L'ultimo scugnizzo è un film del 1938 diretto da Gennaro Righelli, tratto dall'omonima opera teatrale di Raffaele Viviani, che qui interpreta il protagonista.

TramaModifica

'Ntonio, uno scugnizzo che aspetta il primo figlio dalla sua fidanzata, Maria, decide di mettere la testa a posto; riesce a trovare un impiego presso lo studio di un avvocato, lavoro che gli darebbe la possibilità di regolarizzare la sua relazione con la fidanzata.

Il giovane si dimostrerà molto esperto, pure nel disbrigare le più complicate pratiche legali dell'avvocato, a cui riuscirà a risolvere anche le equivoche situazioni familiari.

Lieto fine dopo la drammatica nascita del bambino e successivo matrimonio dei giovani genitori.

La criticaModifica

In merito a questa riduzione cinematografica, sul Popolo d'Italia del 21 dicembre 1938, con nota firmata dal "vice", si osserva: «L'azione invoca spesso una Napoli documentaria, il guaio che Gherardi ha il talento e l'abilità d'impiantare caratteri, tratti dalla cronaca ma a metà dell'opera egli viene preso dall'incubo dell'azione, dalle finalità dell'intreccio; ha questi caratteri arditi tra le mani e si preoccupa di smussarli. Da quel momento essi annullano le loro persone : l'altero diventa agnello d'un colpo, il plebeo non si riconosce più. C'era bisogno solamente di un po' di commozione, ma a patto che ciascuno dei personaggi conservasse il proprio zenzero. Invece piove il miele. E a proposito se tale è il linguaggio degli scugnizzi, che idea dobbiamo farci di quello iscritto negli ordini cavallereschi».

Luigi Chiarelli, su Film, n. 7 del 18 febbraio 1939, così commenta: «È un film un po' pallido, un po' generico. Le persone non hanno vera consistenza e la storia è di un borghesismo scialbo come un lunedì. V'è l'ultimo scugnizzo, è vero - ma perché l'ultimo? perché scugnizzo? - e quest'ultimo scugnizzo è Raffaele Viviani. Grande attore, senza dubbio.
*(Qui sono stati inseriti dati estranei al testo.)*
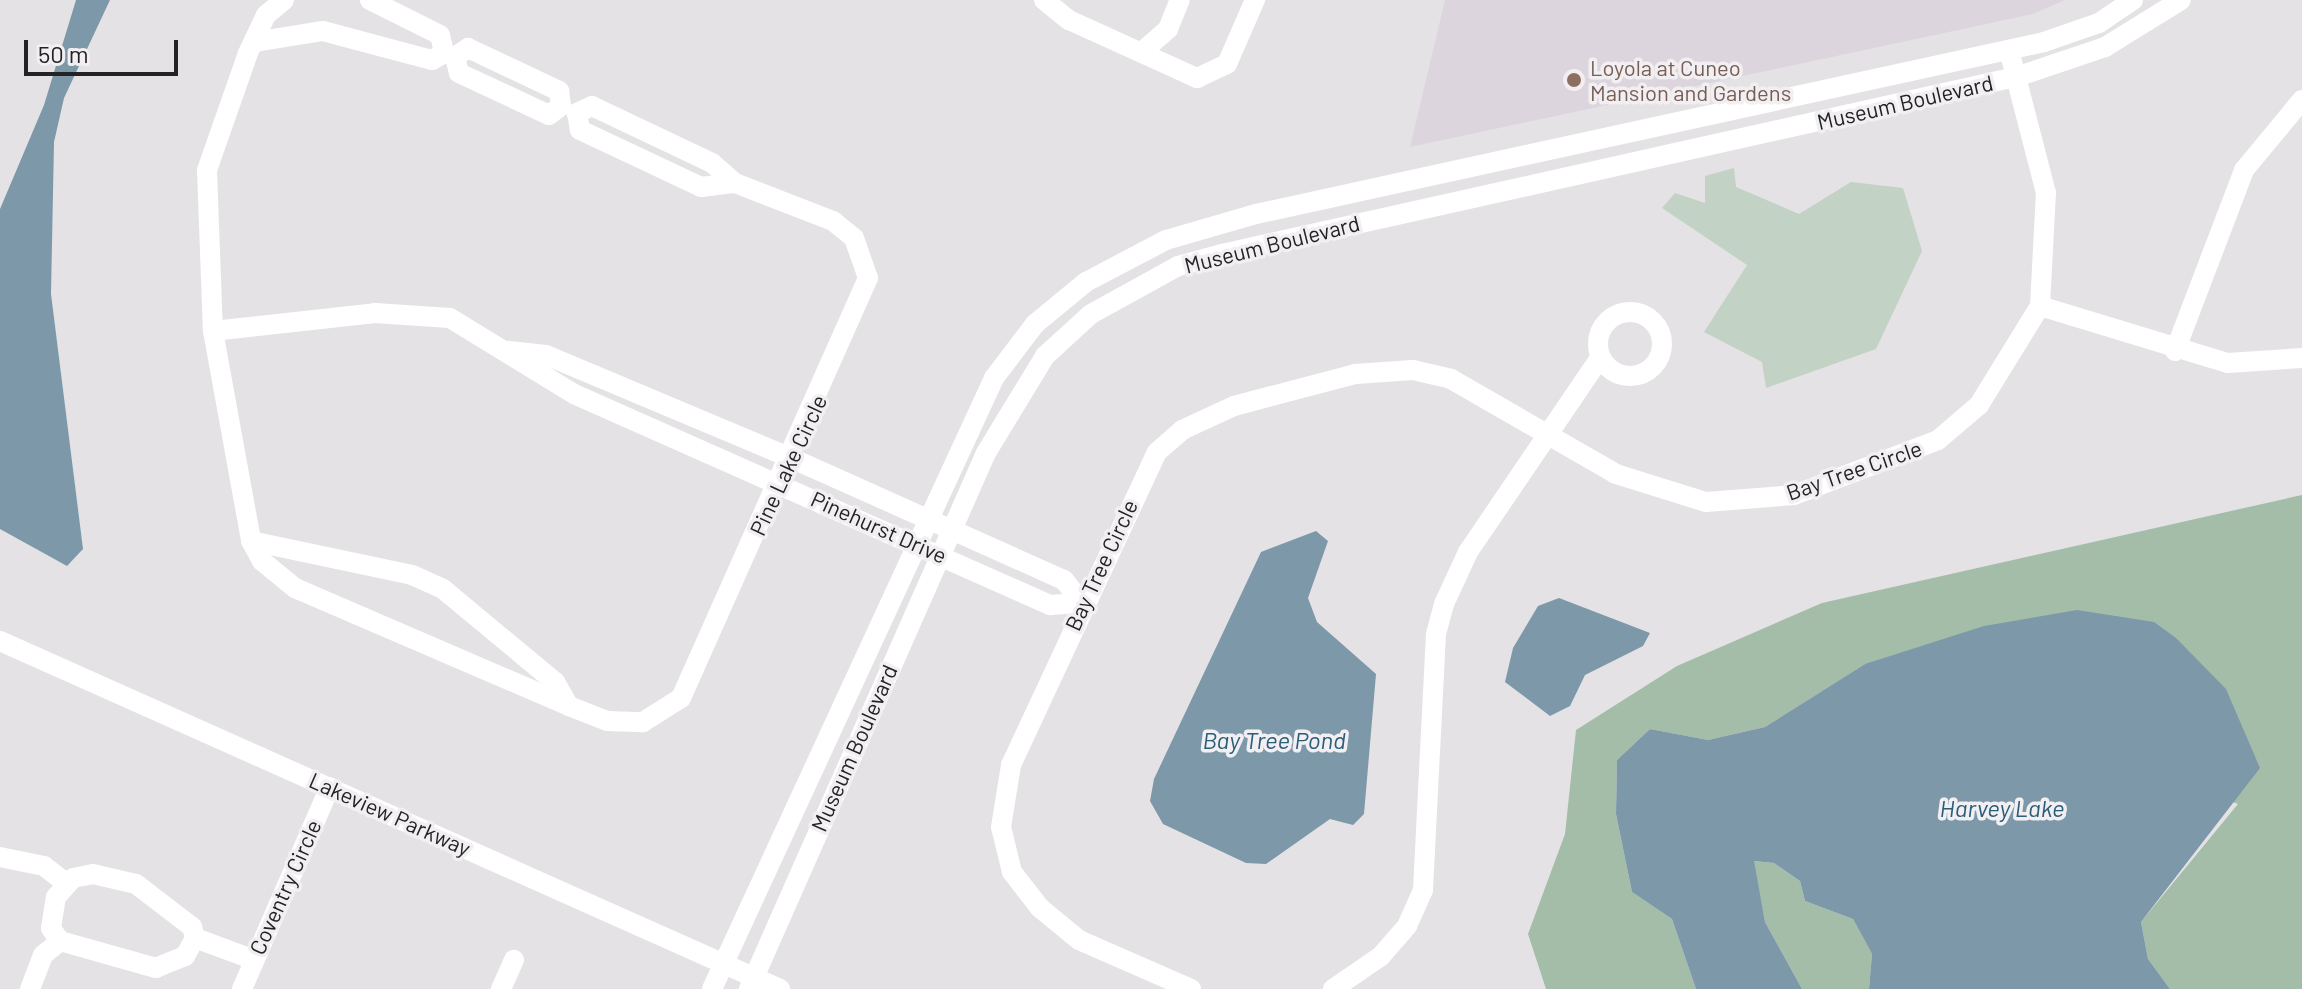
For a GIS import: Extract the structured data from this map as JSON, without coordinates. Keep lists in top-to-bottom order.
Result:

Ma dovrebbe parlare in dialetto, perché quando parla italiano la sua voce non riesce a trovare le giuste intonazioni. Raffaele Viviani è costituzionalmente un dialettale, e non deve tradire la sua natura. [...] Dice cose amene, spiritose, pittoresche, si esprime con parole vive ed immagini di popolaresca efficacia, e il pubblico ride. E quando il pubblico ride, il successo del film è assicurato»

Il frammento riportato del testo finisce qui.